··· RECORDS SUPPLIED ···
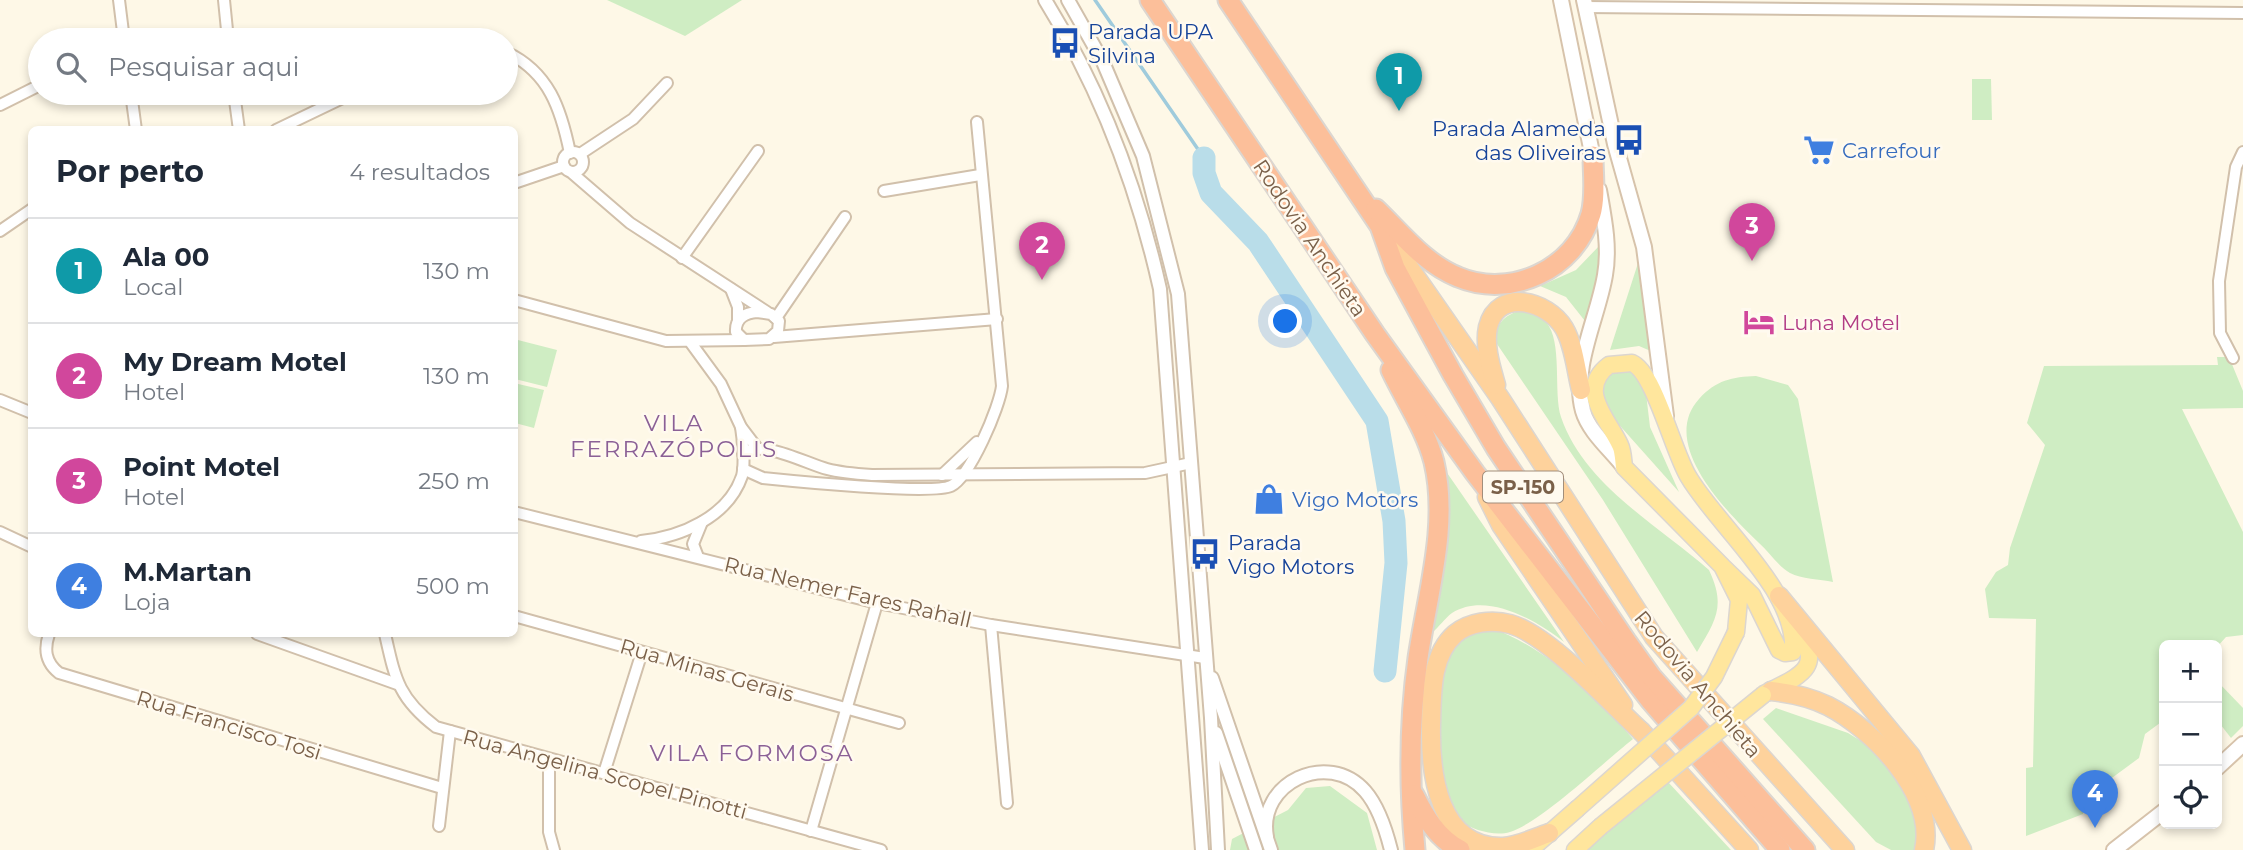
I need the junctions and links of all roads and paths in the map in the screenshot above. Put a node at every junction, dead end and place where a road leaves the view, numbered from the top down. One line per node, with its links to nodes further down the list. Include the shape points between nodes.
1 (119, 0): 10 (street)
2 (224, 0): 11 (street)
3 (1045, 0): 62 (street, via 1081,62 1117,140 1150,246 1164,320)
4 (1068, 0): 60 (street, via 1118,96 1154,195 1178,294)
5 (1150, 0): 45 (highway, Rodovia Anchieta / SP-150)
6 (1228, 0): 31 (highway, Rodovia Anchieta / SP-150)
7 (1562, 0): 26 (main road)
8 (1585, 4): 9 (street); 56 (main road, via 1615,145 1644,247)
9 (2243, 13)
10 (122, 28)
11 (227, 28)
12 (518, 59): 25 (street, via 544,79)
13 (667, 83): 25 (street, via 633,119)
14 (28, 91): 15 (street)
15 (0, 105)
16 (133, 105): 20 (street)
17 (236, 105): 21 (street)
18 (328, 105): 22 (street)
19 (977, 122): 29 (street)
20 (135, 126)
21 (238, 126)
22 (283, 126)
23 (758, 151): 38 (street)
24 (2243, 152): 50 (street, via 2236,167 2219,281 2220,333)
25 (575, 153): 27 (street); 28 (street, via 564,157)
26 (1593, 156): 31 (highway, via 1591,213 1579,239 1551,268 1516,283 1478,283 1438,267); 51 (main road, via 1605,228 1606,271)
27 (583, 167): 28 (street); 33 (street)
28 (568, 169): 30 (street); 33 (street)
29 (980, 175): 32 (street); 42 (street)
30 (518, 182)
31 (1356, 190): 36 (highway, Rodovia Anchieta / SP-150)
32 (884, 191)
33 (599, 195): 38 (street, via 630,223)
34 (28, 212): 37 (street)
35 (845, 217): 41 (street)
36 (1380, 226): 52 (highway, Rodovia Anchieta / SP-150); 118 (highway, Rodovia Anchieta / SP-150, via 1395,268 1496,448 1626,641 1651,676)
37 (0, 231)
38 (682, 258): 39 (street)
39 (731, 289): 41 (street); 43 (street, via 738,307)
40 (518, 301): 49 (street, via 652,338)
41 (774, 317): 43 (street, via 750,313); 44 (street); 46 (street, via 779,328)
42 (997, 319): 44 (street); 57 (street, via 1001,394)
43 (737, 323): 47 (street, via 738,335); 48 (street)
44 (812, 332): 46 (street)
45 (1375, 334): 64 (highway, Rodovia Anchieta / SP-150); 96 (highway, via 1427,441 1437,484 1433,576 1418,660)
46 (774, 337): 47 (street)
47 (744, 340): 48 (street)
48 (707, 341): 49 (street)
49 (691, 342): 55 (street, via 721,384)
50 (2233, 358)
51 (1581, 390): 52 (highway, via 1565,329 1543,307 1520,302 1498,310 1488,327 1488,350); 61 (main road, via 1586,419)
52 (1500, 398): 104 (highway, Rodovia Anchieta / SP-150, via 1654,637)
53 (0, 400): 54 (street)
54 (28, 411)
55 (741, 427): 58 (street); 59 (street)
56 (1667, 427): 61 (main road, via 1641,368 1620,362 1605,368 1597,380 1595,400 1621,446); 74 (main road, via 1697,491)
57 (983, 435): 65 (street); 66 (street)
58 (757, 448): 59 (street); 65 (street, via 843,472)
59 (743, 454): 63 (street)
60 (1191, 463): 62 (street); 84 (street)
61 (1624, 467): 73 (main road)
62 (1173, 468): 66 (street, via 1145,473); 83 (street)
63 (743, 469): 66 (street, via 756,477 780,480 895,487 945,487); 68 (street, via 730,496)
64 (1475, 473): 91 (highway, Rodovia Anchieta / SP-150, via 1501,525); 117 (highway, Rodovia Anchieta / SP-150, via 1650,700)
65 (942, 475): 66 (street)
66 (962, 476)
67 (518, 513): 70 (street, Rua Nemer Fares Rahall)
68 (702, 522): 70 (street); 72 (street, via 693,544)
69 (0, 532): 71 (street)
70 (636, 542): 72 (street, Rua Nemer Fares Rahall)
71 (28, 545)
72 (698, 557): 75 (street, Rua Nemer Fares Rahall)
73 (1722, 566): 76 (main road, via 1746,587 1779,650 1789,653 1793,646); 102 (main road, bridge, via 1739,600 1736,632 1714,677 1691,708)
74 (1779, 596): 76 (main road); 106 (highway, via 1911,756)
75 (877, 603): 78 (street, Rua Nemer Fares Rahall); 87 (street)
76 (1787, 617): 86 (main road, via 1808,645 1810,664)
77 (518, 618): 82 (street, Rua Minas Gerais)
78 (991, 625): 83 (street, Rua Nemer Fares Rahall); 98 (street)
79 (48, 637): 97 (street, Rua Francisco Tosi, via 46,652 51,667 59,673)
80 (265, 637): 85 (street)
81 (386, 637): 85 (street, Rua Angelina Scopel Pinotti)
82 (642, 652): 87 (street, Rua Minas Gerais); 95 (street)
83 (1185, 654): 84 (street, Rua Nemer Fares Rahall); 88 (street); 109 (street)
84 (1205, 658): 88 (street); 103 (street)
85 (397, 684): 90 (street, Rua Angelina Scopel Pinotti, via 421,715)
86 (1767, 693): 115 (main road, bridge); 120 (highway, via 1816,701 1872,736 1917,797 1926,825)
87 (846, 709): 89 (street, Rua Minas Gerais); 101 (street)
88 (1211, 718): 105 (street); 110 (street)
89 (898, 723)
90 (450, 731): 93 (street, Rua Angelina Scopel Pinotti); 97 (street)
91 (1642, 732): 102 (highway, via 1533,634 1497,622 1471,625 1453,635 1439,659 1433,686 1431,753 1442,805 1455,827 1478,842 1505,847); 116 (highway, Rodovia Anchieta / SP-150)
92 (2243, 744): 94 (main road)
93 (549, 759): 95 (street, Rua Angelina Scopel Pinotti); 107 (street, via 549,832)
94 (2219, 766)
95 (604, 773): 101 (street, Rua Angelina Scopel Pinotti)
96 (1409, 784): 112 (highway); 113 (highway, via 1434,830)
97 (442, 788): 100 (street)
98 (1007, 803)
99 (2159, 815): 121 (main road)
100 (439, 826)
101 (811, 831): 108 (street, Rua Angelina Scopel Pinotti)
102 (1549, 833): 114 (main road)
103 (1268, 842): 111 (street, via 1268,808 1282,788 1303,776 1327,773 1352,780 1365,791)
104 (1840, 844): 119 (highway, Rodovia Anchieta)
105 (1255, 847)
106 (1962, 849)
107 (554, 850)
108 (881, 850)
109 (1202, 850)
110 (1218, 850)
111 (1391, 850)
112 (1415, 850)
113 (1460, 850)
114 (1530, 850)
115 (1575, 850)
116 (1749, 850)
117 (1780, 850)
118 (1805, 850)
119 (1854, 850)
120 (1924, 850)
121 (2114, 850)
···
**WORK INSTRUCTIONS:**
Gather from the data above every line with the string "Gerais".

**ANSWER SECTION:**
77 (518, 618): 82 (street, Rua Minas Gerais)
82 (642, 652): 87 (street, Rua Minas Gerais); 95 (street)
87 (846, 709): 89 (street, Rua Minas Gerais); 101 (street)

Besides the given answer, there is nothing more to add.